Source: Laure Lugon, publié le jeudi 18 mai 2017

Samedi dernier, les militants du Parti socialiste genevois l’ont élu premier des candidats au Conseil d’Etat. Le maire de Vernier doit une partie de son succès à son vécu populaire

Thierry Apothéloz, vous êtes plutôt Emmanuel Macron ou Pierre-Yves Maillard? Au lendemain de sa brillante élection par le congrès socialiste à la candidature au Conseil d’Etat genevois, le maire de Vernier n’hésite pas: «Pierre-Yves Maillard, car il est capable de porter avec force un discours de politique sociale qui correspond au mien.»

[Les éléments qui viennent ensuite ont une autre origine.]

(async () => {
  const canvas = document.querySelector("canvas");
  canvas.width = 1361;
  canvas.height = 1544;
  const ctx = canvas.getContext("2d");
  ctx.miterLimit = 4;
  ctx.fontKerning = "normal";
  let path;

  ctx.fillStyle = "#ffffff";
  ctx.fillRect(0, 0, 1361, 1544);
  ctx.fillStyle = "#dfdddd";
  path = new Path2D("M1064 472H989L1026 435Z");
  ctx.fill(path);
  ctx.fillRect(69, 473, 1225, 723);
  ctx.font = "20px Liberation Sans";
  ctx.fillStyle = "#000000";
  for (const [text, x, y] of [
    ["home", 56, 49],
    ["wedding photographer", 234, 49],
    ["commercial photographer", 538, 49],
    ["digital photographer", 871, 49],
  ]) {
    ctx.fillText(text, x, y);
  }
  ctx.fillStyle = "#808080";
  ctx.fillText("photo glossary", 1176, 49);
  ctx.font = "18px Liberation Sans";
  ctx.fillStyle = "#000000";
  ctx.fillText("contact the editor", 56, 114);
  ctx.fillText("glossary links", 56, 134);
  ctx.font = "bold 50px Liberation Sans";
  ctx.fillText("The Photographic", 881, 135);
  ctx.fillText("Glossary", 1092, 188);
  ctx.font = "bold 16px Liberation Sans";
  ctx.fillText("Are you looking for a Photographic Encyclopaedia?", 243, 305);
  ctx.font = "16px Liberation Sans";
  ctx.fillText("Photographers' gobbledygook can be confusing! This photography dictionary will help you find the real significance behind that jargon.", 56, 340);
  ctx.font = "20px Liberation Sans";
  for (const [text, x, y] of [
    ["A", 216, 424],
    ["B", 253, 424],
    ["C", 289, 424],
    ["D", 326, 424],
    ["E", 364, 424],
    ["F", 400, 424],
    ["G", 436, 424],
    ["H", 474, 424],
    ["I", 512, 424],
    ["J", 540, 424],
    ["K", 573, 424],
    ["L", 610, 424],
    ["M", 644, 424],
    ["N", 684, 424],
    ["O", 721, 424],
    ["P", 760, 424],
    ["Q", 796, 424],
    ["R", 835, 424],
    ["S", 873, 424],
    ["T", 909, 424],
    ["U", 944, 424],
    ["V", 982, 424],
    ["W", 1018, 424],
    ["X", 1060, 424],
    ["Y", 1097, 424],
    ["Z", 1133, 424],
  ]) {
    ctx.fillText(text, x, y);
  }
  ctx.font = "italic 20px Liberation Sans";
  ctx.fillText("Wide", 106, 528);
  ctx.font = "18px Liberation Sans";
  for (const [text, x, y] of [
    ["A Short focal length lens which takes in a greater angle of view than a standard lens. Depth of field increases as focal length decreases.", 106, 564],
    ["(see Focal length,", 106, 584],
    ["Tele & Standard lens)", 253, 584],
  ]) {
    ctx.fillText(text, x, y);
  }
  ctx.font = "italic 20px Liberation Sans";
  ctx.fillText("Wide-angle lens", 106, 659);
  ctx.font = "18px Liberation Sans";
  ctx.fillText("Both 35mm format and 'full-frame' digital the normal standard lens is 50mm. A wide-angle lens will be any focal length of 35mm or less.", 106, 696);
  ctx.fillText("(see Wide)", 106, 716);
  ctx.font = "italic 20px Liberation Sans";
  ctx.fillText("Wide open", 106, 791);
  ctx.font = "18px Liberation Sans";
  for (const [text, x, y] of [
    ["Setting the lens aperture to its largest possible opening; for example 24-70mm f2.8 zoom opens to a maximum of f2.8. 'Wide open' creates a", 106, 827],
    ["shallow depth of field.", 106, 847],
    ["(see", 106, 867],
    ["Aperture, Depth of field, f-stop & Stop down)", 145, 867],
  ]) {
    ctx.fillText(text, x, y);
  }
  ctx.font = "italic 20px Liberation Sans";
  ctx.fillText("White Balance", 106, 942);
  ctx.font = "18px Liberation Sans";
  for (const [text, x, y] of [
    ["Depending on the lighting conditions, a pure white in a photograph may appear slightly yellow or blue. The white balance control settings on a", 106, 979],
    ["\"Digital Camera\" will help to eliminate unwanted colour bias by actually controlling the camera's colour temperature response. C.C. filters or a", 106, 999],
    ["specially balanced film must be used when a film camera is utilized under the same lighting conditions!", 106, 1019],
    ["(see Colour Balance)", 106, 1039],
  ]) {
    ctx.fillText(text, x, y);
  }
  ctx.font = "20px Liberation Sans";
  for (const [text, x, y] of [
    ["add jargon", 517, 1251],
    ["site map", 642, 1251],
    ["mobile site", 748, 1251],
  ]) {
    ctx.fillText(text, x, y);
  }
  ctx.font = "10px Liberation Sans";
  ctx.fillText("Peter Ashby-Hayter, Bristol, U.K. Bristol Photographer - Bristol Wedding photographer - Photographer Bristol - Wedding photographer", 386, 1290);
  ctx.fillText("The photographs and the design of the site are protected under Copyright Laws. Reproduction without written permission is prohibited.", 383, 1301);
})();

A tous ceux qui rêvent d’un macronisme du bout du lac, il faudra opposer le jeu des différences. A l’évidence, Thierry Apothéloz n’a que la jeunesse en partage avec le nouveau président français: trop à droite pour lui, un langage peu clair sur les sujets de société, une posture ni gauche ni droite qui ne serait qu’une manœuvre tactique. La coqueluche des socialistes genevois préfère, et de loin, le vieux routier du socialisme vaudois.

Comparaison altière, pour ne pas dire arrogante: il ne coule pas dans les veines du Verniolan la même combativité opiniâtre que dans celles du Vaudois. «Il est très sympa, mais il est lisse et ne prend pas de risques, estime un membre du parti désireux de conserver l’anonymat. Contrairement à Maillard, il n’a pas une envergure phénoménale et je doute qu’il réussisse à atteindre une stature cantonale.»

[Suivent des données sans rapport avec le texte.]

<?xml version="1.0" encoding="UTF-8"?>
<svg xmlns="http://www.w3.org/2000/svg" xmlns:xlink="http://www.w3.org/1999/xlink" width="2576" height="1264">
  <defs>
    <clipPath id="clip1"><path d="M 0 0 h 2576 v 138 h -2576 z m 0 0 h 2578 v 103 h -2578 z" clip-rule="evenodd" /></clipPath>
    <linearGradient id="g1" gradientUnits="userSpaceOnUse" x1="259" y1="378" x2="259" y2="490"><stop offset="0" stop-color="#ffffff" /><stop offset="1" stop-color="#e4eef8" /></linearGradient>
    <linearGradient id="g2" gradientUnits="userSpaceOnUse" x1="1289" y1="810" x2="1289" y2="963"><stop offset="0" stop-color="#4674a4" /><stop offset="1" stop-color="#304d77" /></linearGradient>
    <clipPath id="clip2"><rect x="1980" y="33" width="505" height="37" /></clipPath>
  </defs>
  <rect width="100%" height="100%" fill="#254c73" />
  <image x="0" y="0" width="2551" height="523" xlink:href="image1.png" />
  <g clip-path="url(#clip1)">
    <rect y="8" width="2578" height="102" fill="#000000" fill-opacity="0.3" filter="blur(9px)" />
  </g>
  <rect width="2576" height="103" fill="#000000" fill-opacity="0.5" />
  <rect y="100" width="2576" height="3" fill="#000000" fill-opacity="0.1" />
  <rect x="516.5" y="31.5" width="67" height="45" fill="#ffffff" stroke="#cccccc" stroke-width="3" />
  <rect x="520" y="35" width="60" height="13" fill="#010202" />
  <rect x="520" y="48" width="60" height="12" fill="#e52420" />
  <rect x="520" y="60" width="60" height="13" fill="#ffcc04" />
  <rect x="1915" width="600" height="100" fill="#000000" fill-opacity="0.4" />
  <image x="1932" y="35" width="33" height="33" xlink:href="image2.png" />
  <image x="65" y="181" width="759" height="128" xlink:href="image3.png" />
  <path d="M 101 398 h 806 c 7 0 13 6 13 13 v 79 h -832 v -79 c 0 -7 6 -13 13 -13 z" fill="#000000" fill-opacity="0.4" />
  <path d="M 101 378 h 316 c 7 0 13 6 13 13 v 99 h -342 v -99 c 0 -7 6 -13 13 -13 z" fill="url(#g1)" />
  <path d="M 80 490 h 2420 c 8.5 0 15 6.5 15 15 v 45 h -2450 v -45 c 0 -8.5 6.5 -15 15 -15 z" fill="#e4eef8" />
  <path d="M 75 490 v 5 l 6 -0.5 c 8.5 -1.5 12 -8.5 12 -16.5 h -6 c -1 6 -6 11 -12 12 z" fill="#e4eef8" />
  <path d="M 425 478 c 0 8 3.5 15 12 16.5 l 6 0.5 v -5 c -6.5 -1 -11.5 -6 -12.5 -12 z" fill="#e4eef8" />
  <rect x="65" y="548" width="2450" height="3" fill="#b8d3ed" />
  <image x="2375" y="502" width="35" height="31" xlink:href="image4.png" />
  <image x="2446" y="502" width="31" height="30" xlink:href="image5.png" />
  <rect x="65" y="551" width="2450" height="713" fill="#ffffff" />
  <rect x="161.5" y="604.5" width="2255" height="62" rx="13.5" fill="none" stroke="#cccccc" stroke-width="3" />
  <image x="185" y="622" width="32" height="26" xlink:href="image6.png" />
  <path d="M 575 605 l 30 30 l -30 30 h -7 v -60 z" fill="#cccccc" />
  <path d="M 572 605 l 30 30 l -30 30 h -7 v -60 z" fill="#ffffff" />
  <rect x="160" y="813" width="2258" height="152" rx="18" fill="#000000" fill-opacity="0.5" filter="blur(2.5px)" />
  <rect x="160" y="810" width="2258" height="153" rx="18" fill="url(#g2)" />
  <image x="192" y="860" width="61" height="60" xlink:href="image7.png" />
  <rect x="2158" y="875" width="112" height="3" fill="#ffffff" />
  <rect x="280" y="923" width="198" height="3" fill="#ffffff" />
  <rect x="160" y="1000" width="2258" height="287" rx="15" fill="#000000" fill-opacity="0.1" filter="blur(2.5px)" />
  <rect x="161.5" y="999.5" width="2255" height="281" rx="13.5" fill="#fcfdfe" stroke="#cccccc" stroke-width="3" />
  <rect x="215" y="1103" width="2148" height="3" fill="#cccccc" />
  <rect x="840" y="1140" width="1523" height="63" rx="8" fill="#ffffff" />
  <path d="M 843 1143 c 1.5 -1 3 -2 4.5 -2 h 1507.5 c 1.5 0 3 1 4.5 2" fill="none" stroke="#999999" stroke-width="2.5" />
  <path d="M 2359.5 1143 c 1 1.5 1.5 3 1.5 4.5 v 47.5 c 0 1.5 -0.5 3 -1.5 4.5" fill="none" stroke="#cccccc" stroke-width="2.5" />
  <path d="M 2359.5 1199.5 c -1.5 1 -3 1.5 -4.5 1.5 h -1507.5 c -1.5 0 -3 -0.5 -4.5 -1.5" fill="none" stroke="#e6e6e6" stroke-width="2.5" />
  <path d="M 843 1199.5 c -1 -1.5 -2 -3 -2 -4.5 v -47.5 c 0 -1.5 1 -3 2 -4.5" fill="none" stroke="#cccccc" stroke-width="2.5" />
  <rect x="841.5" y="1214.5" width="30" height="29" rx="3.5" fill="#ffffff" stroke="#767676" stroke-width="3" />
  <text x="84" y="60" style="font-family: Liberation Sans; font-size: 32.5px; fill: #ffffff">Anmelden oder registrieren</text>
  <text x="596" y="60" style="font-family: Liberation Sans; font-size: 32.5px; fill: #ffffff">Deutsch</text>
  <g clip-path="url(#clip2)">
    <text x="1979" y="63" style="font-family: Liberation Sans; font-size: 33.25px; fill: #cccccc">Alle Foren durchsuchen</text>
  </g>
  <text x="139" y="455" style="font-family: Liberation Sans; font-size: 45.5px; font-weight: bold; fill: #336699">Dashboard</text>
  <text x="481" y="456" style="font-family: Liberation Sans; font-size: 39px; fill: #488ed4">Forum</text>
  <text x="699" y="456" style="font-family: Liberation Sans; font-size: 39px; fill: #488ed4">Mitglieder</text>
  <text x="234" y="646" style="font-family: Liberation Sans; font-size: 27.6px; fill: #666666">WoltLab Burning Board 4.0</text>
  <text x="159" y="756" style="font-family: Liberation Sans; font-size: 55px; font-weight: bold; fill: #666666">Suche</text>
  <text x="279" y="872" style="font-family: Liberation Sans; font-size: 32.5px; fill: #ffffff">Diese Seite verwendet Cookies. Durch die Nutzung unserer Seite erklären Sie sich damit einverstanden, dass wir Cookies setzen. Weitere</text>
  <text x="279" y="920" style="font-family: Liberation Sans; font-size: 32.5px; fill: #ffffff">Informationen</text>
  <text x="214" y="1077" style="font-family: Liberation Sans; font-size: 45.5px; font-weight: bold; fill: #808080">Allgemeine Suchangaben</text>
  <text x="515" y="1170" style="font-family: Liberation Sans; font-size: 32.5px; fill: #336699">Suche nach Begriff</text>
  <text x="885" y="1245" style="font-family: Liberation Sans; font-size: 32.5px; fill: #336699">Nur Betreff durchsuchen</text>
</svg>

Cette vision n’a manifestement pas été partagée par les membres du congrès, qui ont offert à Thierry Apothéloz un score pulvérisant ses coreligionnaires. Le Verniolan a obtenu la majorité absolue, laissant derrière lui la conseillère d’Etat sortante, Anne Emery-Torracinta, et la grande argentière de la Ville, Sandrine Salerno, et éjectant les nouveaux venus, la magistrate d’Onex Carole-Anne Kast, le conseiller national Carlo Sommaruga et le chef de groupe au Grand Conseil, Romain de Sainte Marie.

Entregent, empathie, écoute

Si les militants ont adoubé Thierry Apothéloz, c’est peut-être moins en vertu de sa doctrine politique que parce qu’il est, en somme, le roi des bons copains, l’oreille de tous et de chacun, l’éternelle jeunesse, celui à qui on murmure «si on te suit, c’est parce que tu donnes envie». De l’envie, il en a à revendre, le chouchou de la classe, au lendemain de sa victoire d’étape. Il estime la devoir à sa personnalité au moins autant qu’à son parcours politique: de l’entregent, de l’empathie, de l’écoute.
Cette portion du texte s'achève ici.